As we mentioned details about the UserOperatorConfig class, we will elaborate more on the specific details in this section. Moreover, we will obtain the environment variable inside the fromMap method used to construct the class.

public static UserOperatorConfig fromMap(Map<String, String> map) {
    ...
    // 
    String strimziLabelsExclusionPatternEnvVar = map.get(UserOperatorConfig.STRIMZI_LABELS_EXCLUSION_PATTERN);
    
    if (strimziLabelsExclusionPattern != null) {
        // note that we will compile such regex into FSM only once here and thus eliminate workload inside KafkaUserModel
        strimziLabelsExclusionPattern = Pattern.compile(strimziLabelsExclusionPatternEnvVar);
    }
    ...
}

Exclusion part

The exclusion part will be placed in the KafkaUserModel class. Moreover, we would need to get the value of the environment variable to such a class.
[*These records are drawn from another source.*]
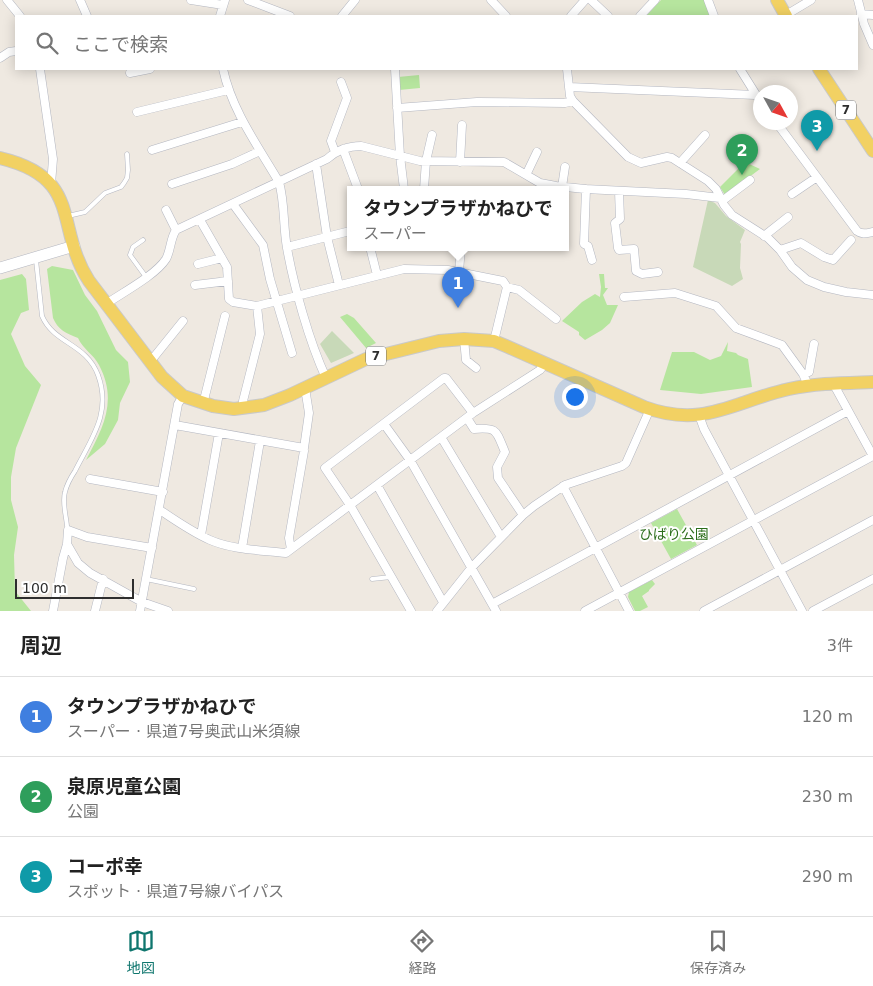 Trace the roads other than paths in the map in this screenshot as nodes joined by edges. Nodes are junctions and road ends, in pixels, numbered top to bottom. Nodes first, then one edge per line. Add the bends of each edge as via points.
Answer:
1 (7, 0) edge
2 (80, 0) edge
3 (191, 0) edge
4 (248, 0) edge
5 (355, 0) edge
6 (491, 0) edge
7 (585, 0) edge
8 (590, 0) edge
9 (655, 0) edge
10 (708, 0) edge
11 (777, 0) edge
12 (811, 0) edge
13 (858, 0) edge
14 (224, 3) edge
15 (861, 14) junction
16 (19, 15) edge
17 (87, 15) edge
18 (220, 15) edge
19 (287, 15) edge
20 (343, 15) edge
21 (505, 15) edge
22 (572, 15) edge
23 (607, 15) edge
24 (641, 15) edge
25 (714, 15) edge
26 (785, 15) edge
27 (788, 15) edge
28 (873, 15) edge
29 (873, 45) edge
30 (15, 51) edge
31 (0, 58) edge
32 (40, 70) edge
33 (143, 70) edge
34 (223, 70) edge
35 (395, 70) edge
36 (567, 70) edge
37 (741, 70) edge
38 (820, 70) edge
39 (130, 72) dead end
40 (342, 82) dead end
41 (569, 87) junction
42 (228, 90) junction
43 (753, 90) edge
44 (753, 98) edge
45 (573, 101) junction
46 (398, 108) junction
47 (137, 112) dead end
48 (242, 122) junction
49 (462, 126) dead end
50 (782, 130) edge
51 (432, 135) dead end
52 (705, 135) dead end
53 (152, 150) dead end
54 (339, 150) junction
55 (260, 151) junction
56 (873, 151) edge
57 (537, 152) dead end
58 (127, 154) dead end
59 (400, 156) junction
60 (0, 158) edge
61 (426, 161) junction
62 (460, 162) junction
63 (680, 163) junction
64 (316, 164) junction
65 (564, 167) dead end
66 (526, 175) junction
67 (817, 177) junction
68 (750, 180) dead end
69 (279, 182) junction
70 (51, 184) junction
71 (172, 184) dead end
72 (357, 186) edge
73 (404, 186) edge
74 (424, 186) edge
75 (554, 186) edge
76 (558, 186) edge
77 (569, 188) edge
78 (586, 189) junction
79 (619, 191) junction
80 (792, 194) dead end
81 (721, 200) junction
82 (233, 204) junction
83 (166, 210) dead end
84 (66, 217) junction
85 (788, 217) dead end
86 (200, 220) junction
87 (176, 230) junction
88 (347, 232) edge
89 (873, 232) edge
90 (764, 236) junction
91 (327, 237) junction
92 (143, 240) dead end
93 (851, 240) dead end
94 (74, 246) junction
95 (287, 248) junction
96 (780, 250) junction
97 (371, 251) edge
98 (461, 251) edge
99 (36, 258) junction
100 (222, 258) junction
101 (592, 260) dead end
102 (198, 264) dead end
103 (0, 268) edge
104 (458, 272) junction
105 (658, 272) dead end
106 (376, 275) junction
107 (146, 277) junction
108 (228, 282) junction
109 (195, 285) dead end
110 (339, 285) junction
111 (507, 286) junction
112 (873, 295) edge
113 (298, 296) junction
114 (624, 297) dead end
115 (276, 301) junction
116 (106, 304) junction
117 (257, 306) junction
118 (225, 316) dead end
119 (556, 319) dead end
120 (183, 321) dead end
121 (464, 339) junction
122 (494, 341) junction
123 (814, 344) dead end
124 (292, 352) dead end
125 (150, 362) junction
126 (546, 362) junction
127 (476, 368) dead end
128 (326, 378) junction
129 (805, 379) junction
130 (873, 382) edge
131 (833, 383) junction
132 (305, 388) junction
133 (183, 396) junction
134 (203, 404) junction
135 (243, 409) junction
136 (650, 409) junction
137 (848, 411) junction
138 (470, 415) junction
139 (699, 415) junction
140 (384, 424) junction
141 (175, 425) junction
142 (219, 434) junction
143 (442, 437) junction
144 (260, 441) junction
145 (304, 451) dead end
146 (873, 456) edge
147 (410, 460) junction
148 (729, 476) junction
149 (90, 479) dead end
150 (377, 485) junction
151 (562, 486) junction
152 (163, 492) junction
153 (350, 505) junction
154 (160, 510) junction
155 (523, 515) junction
156 (753, 520) junction
157 (873, 520) edge
158 (67, 526) dead end
159 (201, 535) junction
160 (501, 536) junction
161 (67, 544) junction
162 (595, 547) junction
163 (152, 548) junction
164 (242, 548) junction
165 (291, 549) junction
166 (472, 567) junction
167 (780, 570) junction
168 (391, 577) junction
169 (103, 579) junction
170 (146, 579) junction
171 (372, 579) dead end
172 (873, 579) edge
173 (194, 589) dead end
174 (619, 592) junction
175 (142, 602) junction
176 (443, 602) junction
177 (493, 607) edge
178 (53, 611) edge
179 (96, 611) edge
180 (140, 611) edge
181 (168, 611) edge
182 (411, 611) edge
183 (437, 611) edge
184 (584, 611) edge
185 (629, 611) edge
186 (704, 611) edge
187 (802, 611) edge
188 (813, 611) edge

1 - 16 street
2 - 17 street
3 - 14 street
4 - 19 street
5 - 20 street
6 - 21 street
7 - 22 street
8 - 23 street
9 - 24 street
10 - 25 street
11 - 26 main road
12 - 27 street
13 - 15 street
14 - 18 street
15 - 28 street
15 - 29 street
30 - 31 street
32 - 70 street via 53,159
33 - 39 street
34 - 42 street
35 - 46 street
36 - 41 street
37 - 43 street
38 - 56 main road, 7
40 - 54 street via 347,98 331,141
41 - 44 street
41 - 45 street
42 - 47 street
42 - 48 street
45 - 46 street via 478,102
45 - 63 street via 628,157 641,162 667,157
46 - 59 street
48 - 53 street
48 - 55 street
49 - 62 street
50 - 67 street
51 - 61 street
52 - 63 street
54 - 59 street via 361,146
54 - 64 street
54 - 72 street
55 - 69 street
55 - 71 street
57 - 66 street
58 - 84 lane via 127,178 121,187 105,193 85,212
59 - 61 street
59 - 73 street
60 - 70 main road, 7 via 36,171
61 - 62 street
61 - 74 street
62 - 66 street via 504,162
63 - 81 street via 708,181
64 - 69 street
64 - 91 street
65 - 76 street
66 - 75 street
67 - 80 street
67 - 89 street via 860,234
68 - 81 street
69 - 82 street
69 - 95 street
70 - 84 main road, 7
77 - 78 street
78 - 79 street
78 - 101 street via 584,244 588,246
79 - 81 street via 686,194
79 - 105 street via 620,219 615,223 618,248 634,249 636,271 642,274
81 - 90 street via 735,218
82 - 86 street
82 - 115 street via 263,245
83 - 87 street
84 - 94 main road, 7
85 - 90 street
86 - 87 street
86 - 100 street
87 - 107 street via 165,261
88 - 91 street
90 - 96 street
91 - 95 street
91 - 110 street
92 - 107 lane via 133,247 130,255
93 - 96 street via 833,260 801,242
94 - 99 street
94 - 116 main road, 7 via 85,276
95 - 113 street
96 - 112 street via 807,280 846,292
97 - 106 street
98 - 104 street
99 - 103 street
99 - 158 lane via 44,322 88,360 98,374 104,399 100,421 65,492
100 - 102 street
100 - 108 street via 227,266
104 - 106 street via 404,270
104 - 111 street via 503,280
106 - 110 street
107 - 116 street
108 - 109 street
108 - 117 street via 229,299
110 - 113 street
111 - 119 street via 519,290
111 - 122 street
113 - 115 street
113 - 128 street
114 - 129 street via 676,293 716,306 736,328 782,344
115 - 117 street
115 - 124 street
116 - 125 main road, 7
117 - 135 street via 260,334
118 - 134 street
120 - 125 street
121 - 122 main road, 7
121 - 127 street via 466,360
121 - 128 main road, 7 via 372,357
122 - 126 main road, 7
123 - 129 street
125 - 133 main road, 7
126 - 136 main road, 7
126 - 138 street via 540,370
128 - 132 main road, 7
129 - 131 main road, 7
129 - 139 main road, 7 via 724,410
130 - 131 main road, 7
131 - 137 street
132 - 135 main road, 7 via 273,402
132 - 144 street via 309,413 304,448
133 - 134 main road, 7
133 - 141 street via 178,404
134 - 135 main road, 7
136 - 139 main road, 7 via 670,414
136 - 151 street via 626,463
137 - 146 street
137 - 148 street
138 - 140 street via 444,378
138 - 143 street
138 - 155 street via 474,429 490,428 496,432 505,452 497,467 498,478
139 - 148 street
140 - 147 street
140 - 153 street via 325,468
141 - 142 street
141 - 152 street
142 - 144 street
142 - 159 street
143 - 147 street
143 - 160 street
144 - 164 street
145 - 165 street via 289,538
146 - 156 street
147 - 150 street
147 - 166 street
148 - 156 street
148 - 162 street
149 - 152 street
150 - 153 street
150 - 176 street
151 - 155 street
151 - 162 street
152 - 154 street
153 - 165 street
153 - 168 street
154 - 159 street
154 - 163 street
155 - 160 street
156 - 167 street
156 - 174 street
157 - 167 street
159 - 164 street
160 - 166 street
161 - 163 street via 68,530 87,537
161 - 169 street via 83,568
161 - 178 street
162 - 174 street
162 - 177 street
163 - 170 street
164 - 165 street via 286,553
166 - 176 street
166 - 177 street
167 - 186 street
167 - 187 street
168 - 171 lane
168 - 182 street
169 - 175 street
169 - 179 street
170 - 173 lane
170 - 175 street
172 - 188 street
174 - 184 street
174 - 185 street
175 - 180 street
175 - 181 street
176 - 183 street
In the UserOperatorConfig class, we will obtain the environment variable value, and then in the KafkaUserOperator class, specifically in the following method:

protected Future<KafkaUserStatus> createOrUpdate(Reconciliation reconciliation, KafkaUser resource) {
    KafkaUserModel user;
    KafkaUserStatus userStatus = new KafkaUserStatus();

    try {
        user = KafkaUserModel.fromCrd(resource, config.getSecretPrefix(), config.isAclsAdminApiSupported(),config.isKraftEnabled(), 
            config.getStrimziLabelsExclusionPattern); // <-- this one we will inject into KafkaUserModel class
    } catch (Exception e) {
        StatusUtils.setStatusConditionAndObservedGeneration(resource, userStatus, Future.failedFuture(e));
        return Future.failedFuture(new ReconciliationException(userStatus, e));
    }
    ...
}

Then, we can use the environment variable value to store it as an instance attribute of KafkaUserModel and implement pre-processing of labels in the following method:

protected Secret createSecret(Map<String, String> data) {
    final Map<String, String> labels = Util.mergeLabelsOrAnnotations(labels.toMap(), templateSecretLabels);
    // here, we have to do pre-processing (i.e., filtering) of labels by exclusion pattern
    // filter by value of instance variable `this.getStrimziLabelsExclusionPattern`
    
    return return new SecretBuilder()
        .withNewMetadata()
            .withName(getSecretName())
            .withNamespace(namespace)
            .withLabels(labels)
            .withAnnotations(Util.mergeLabelsOrAnnotations(null, templateSecretAnnotations))
            .withOwnerReferences(createOwnerReference())
        .endMetadata()
        .withType("Opaque")
        .withData(data)
        .build();
}

Compatibility

This proposal does not change any of the existing CRDs or the Kubernetes secrets that are being created. The user only needs to modify either User Operator deployment in the case of a standalone approach or Kafka's custom resource to use such a feature.

Rejected alternatives

  1. We considered the alternative to remove such labels entirely simply. However, this could lead to un-excepted behaviour (i.e., breaking any users relying on them).